Although the example memory system 110 described above includes a memory system controller 115, in some implementations, the memory system 110 does not include a memory system controller 115. For example, an external controller (e.g., included in the host system 105) and/or one or more local controllers 125 included in one or more corresponding memory devices 120 may perform the operations described herein as being performed by the memory system controller 115. Furthermore, as used herein, a “controller” may refer to the memory system controller 115, a local controller 125, or an external controller. In some implementations, a set of operations described herein as being performed by a controller may be performed by a single controller. For example, the entire set of operations may be performed by a single memory system controller 115, a single local controller 125, or a single external controller. Alternatively, a set of operations described herein as being performed by a controller may be performed by more than one controller. For example, a first subset of the operations may be performed by the memory system controller 115 and a second subset of the operations may be performed by a local controller 125. Furthermore, the term “memory apparatus” may refer to the memory system 110 or a memory device 120, depending on the context.

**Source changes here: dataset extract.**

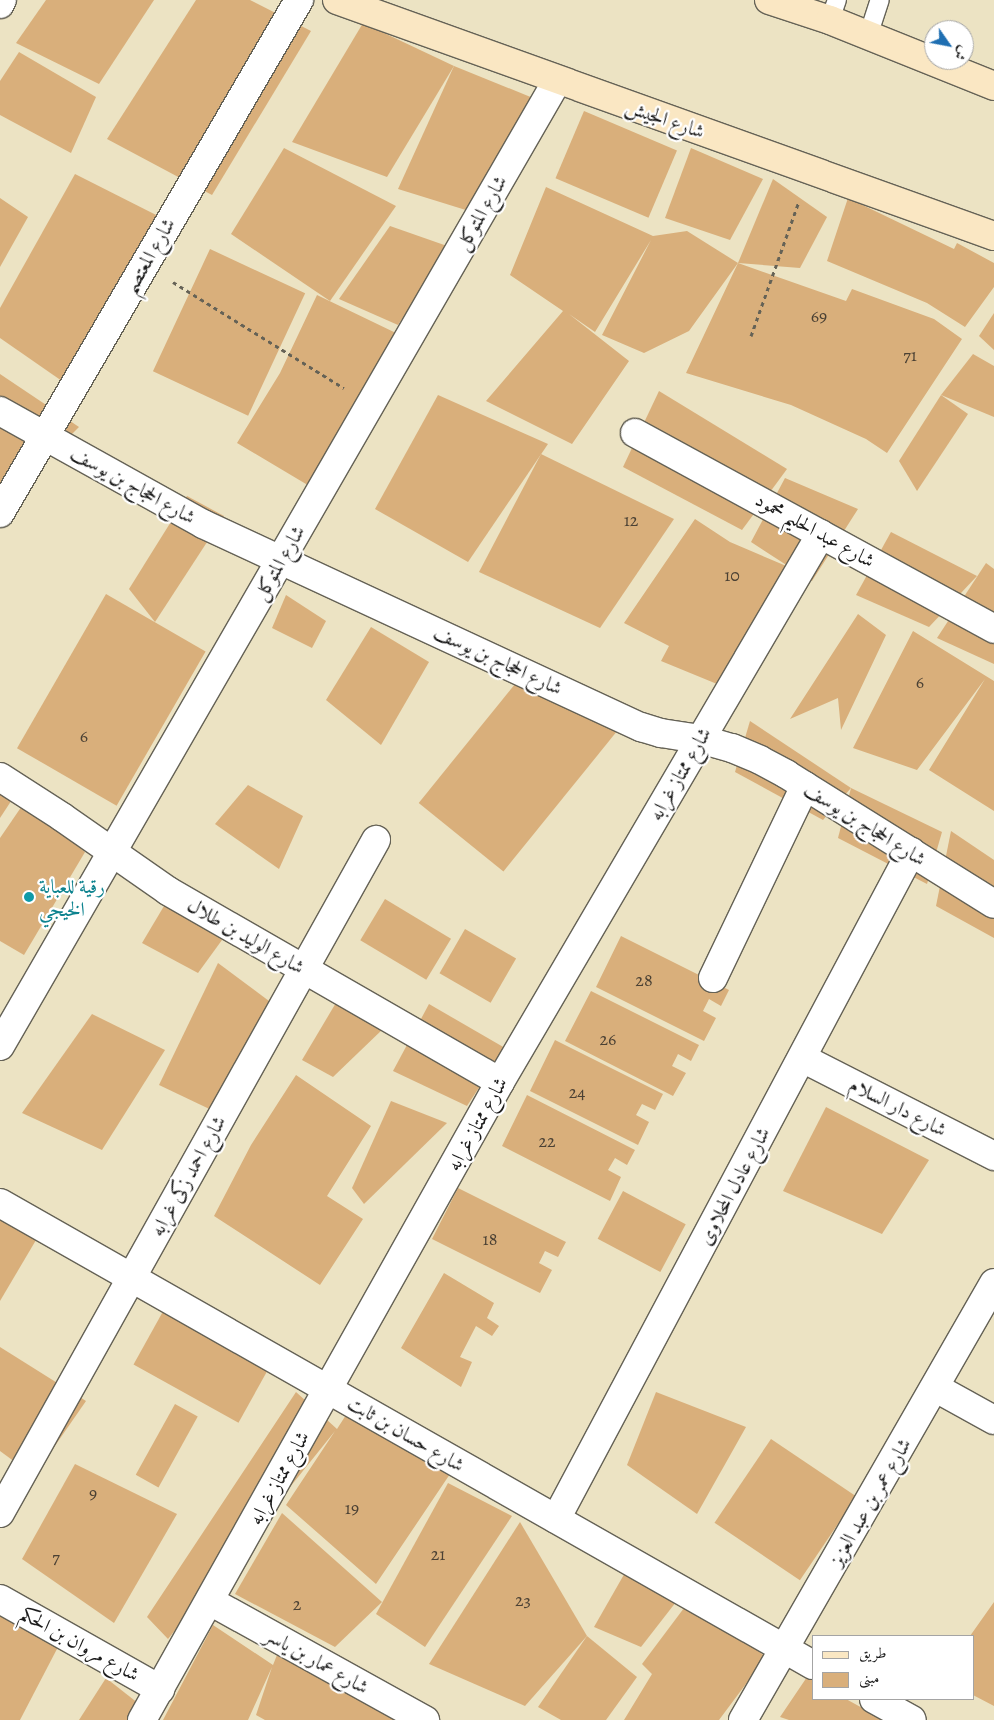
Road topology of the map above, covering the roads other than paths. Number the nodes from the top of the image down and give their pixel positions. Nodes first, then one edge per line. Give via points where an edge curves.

A controller (e.g., the memory system controller 115, a local controller 125, or an external controller) may control operations performed on memory (e.g., a memory array 130), such as by executing one or more instructions. For example, the memory system 110 and/or a memory device 120 may store one or more instructions in memory as firmware, and the controller may execute those one or more instructions. Additionally, or alternatively, the controller may receive one or more instructions from the host system 105 and/or from the memory system controller 115, and may execute those one or more instructions. In some implementations, a non-transitory computer-readable medium (e.g., volatile memory and/or non-volatile memory) may store a set of instructions (e.g., one or more instructions or code) for execution by the controller. The controller may execute the set of instructions to perform one or more operations or methods described herein. In some implementations, execution of the set of instructions, by the controller, causes the controller, the memory system 110, and/or a memory device 120 to perform one or more operations or methods described herein. In some implementations, hardwired circuitry is used instead of or in combination with the one or more instructions to perform one or more operations or methods described herein. Additionally, or alternatively, the controller may be configured to perform one or more operations or methods described herein. An instruction is sometimes called a “command.”

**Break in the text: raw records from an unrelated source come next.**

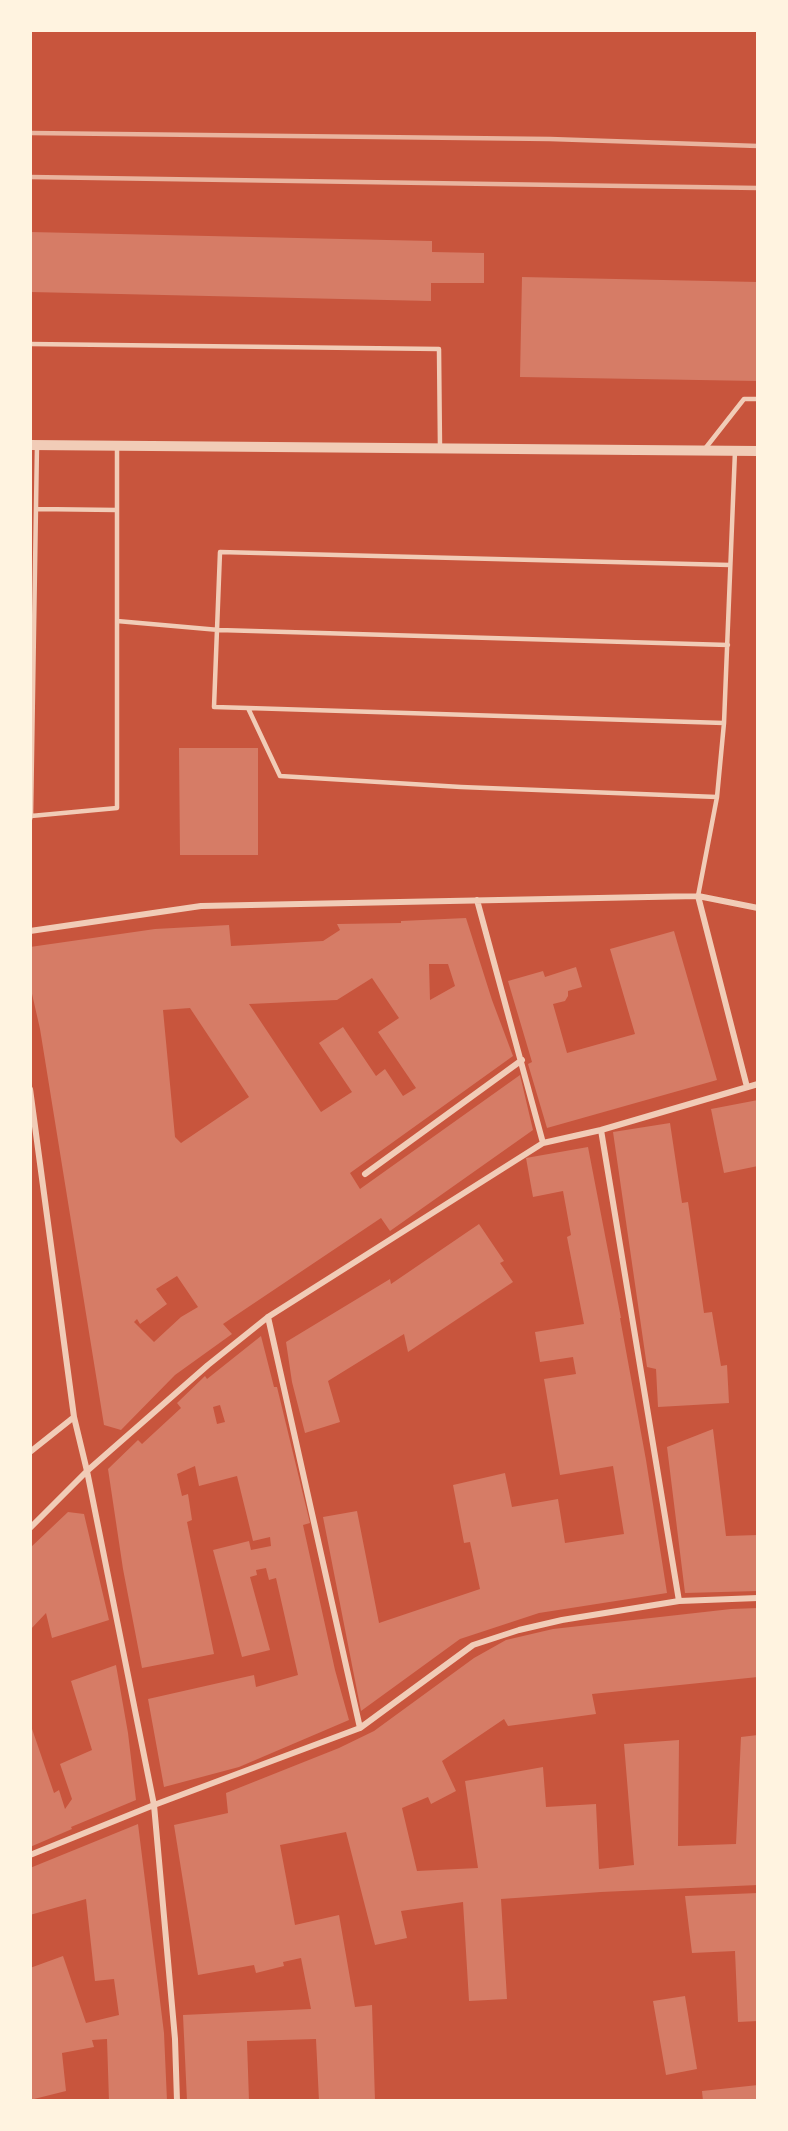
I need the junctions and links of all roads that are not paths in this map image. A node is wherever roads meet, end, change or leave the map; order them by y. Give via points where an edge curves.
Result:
1 (30, 344) edge
2 (758, 399) edge
3 (34, 445) edge
4 (117, 446) junction
5 (440, 448) junction
6 (704, 450) junction
7 (735, 450) junction
8 (758, 451) edge
9 (36, 509) junction
10 (117, 510) junction
11 (730, 565) junction
12 (117, 621) junction
13 (219, 630) junction
14 (728, 645) junction
15 (248, 708) junction
16 (724, 723) junction
17 (717, 797) junction
18 (30, 818) edge
19 (698, 896) junction
20 (477, 900) junction
21 (758, 908) edge
22 (30, 931) edge
23 (522, 1060) junction
24 (758, 1084) edge
25 (747, 1087) junction
26 (30, 1089) edge
27 (601, 1130) junction
28 (543, 1143) junction
29 (365, 1174) dead end
30 (268, 1317) junction
31 (74, 1417) junction
32 (30, 1452) edge
33 (87, 1471) junction
34 (30, 1528) edge
35 (758, 1598) edge
36 (679, 1601) junction
37 (360, 1728) junction
38 (154, 1805) junction
39 (30, 1855) edge
40 (177, 2101) edge

1 - 5 lane via 439,349
2 - 6 lane via 744,399
3 - 4 street
3 - 9 lane
4 - 5 street
4 - 10 lane
5 - 6 street
6 - 7 street
7 - 8 street
7 - 11 lane
9 - 10 lane
9 - 18 lane
10 - 12 lane
11 - 13 lane via 220,552
11 - 14 lane
12 - 13 lane
12 - 18 lane via 117,808
13 - 14 lane
13 - 15 lane via 214,706
14 - 16 lane
15 - 16 lane
15 - 17 lane via 280,776
16 - 17 lane
17 - 19 lane
19 - 20 street
19 - 21 street
19 - 25 street
20 - 22 street via 201,906
20 - 23 street
23 - 28 street
23 - 29 street
24 - 25 street
25 - 27 street
26 - 31 street
27 - 28 street
27 - 36 street
28 - 30 street
30 - 33 street
30 - 37 street
31 - 32 street
31 - 33 street
33 - 34 street
33 - 38 street
35 - 36 street
36 - 37 street via 562,1620 472,1645
37 - 38 street
38 - 39 street
38 - 40 street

For example, the controller (e.g., the memory system controller 115, a local controller 125, or an external controller) may transmit signals to and/or receive signals from memory (e.g., one or more memory arrays 130) based on the one or more instructions, such as to transfer data to (e.g., write or program), to transfer data from (e.g., read), to erase, and/or to refresh all or a portion of the memory (e.g., one or more memory cells, pages, sub-blocks, blocks, or planes of the memory). Additionally, or alternatively, the controller may be configured to control access to the memory and/or to provide a translation layer between the host system 105 and the memory (e.g., for mapping logical addresses to physical addresses of a memory array 130). In some implementations, the controller may translate a host interface command (e.g., a command received from the host system 105) into a memory interface command (e.g., a command for performing an operation on a memory array 130).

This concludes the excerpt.